Pitt Rivers: Collecting Patterns

Pitt Rivers: Collecting Patterns Paddling Brush by Sue Johnson, 2011, gouache, watercolour and pencil on paper © Sue Johnson, photography by Malcolm Osman/PRM

Saturday, February 1, 2014 to Saturday, May 10, 2014

Booking: No booking required.
Cost: Normal admission charges apply.

Sue Johnson’s paintings tease the mind and the eye, drawing us towards new ways of seeing. Collecting Patterns presents a modern cabinet of curiosities showcasing how American artist Sue Johnson has engaged with and been inspired by the nineteenth century collector General Pitt-Rivers. For the first time, this exhibition draws together a comprehensive selection of the two series of work that Sue created in response to the illustrations in Pitt -Rivers’ ‘second collection’ manuscript catalogue. It then goes on to show new work that has been inspired by the Pitt-Rivers Wessex Collection at Salisbury Museum, in particular the local archaeology documented in his 4-volume publication Excavations in Cranborne Chase (1887-1896). Her new work illuminates both everyday and unusual objects in the Wessex Collection, drawing intriguing connections between the patterns of Pitt-Rivers’ collecting practices and those found on the surfaces of the objects themselves.

Sue is interested in exploring how the role of the artist has an impact on the way in which knowledge is distributed.  Her work, with its origins in the genres of still life and vanitas, reflects on what she has discovered about the General as a collector, and how his collections have been documented. 

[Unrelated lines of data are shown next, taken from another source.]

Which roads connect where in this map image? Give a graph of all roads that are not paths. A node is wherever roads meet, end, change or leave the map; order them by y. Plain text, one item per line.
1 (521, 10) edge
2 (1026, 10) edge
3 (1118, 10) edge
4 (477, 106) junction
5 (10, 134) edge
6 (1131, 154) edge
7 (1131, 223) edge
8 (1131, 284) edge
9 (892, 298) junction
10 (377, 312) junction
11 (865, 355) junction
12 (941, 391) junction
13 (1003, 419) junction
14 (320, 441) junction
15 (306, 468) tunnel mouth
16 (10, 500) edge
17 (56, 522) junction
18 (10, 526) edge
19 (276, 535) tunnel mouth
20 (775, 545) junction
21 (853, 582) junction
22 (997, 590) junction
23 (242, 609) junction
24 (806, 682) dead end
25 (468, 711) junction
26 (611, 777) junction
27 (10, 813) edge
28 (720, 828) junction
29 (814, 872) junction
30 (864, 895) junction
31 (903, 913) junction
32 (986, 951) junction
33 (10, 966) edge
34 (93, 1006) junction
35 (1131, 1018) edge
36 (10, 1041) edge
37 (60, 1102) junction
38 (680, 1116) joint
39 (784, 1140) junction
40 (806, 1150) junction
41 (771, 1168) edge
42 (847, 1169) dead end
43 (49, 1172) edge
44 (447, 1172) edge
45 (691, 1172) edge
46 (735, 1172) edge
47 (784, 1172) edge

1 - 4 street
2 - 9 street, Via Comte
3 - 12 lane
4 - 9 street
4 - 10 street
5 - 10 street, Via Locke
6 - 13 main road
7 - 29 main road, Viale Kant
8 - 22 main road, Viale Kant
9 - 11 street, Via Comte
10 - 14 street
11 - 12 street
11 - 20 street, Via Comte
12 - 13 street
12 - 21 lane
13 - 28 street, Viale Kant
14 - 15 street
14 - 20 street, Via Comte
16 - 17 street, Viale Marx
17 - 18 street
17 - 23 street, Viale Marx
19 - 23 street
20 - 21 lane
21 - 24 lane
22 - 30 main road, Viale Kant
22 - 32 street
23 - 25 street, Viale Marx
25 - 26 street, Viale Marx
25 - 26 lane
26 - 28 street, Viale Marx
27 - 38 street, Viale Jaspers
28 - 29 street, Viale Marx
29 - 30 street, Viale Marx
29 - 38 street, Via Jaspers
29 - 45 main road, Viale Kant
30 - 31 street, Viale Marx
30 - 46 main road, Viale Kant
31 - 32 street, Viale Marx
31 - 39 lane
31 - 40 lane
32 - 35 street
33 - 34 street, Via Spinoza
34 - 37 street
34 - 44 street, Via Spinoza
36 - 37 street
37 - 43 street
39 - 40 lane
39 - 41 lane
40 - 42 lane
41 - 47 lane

From 2010-11 Sue was an associate researcher with the major three-year research project Rethinking Pitt-Rivers: Analysing the Activities of a Nineteenth Century Collector (2009-12).  The Rethinking Pitt-Rivers Project, led by Jeremy Coote and Alison Petch of the Pitt Rivers Museum, has been funded by a grant from the Leverhulme Trust.  Salisbury Museum is a project partner.  Sue was supported by the Centre for Medieval and Renaissance Studies for her year as Scholar-in-Residence in 2010-11 that allowed her the time in Oxford to work on the project.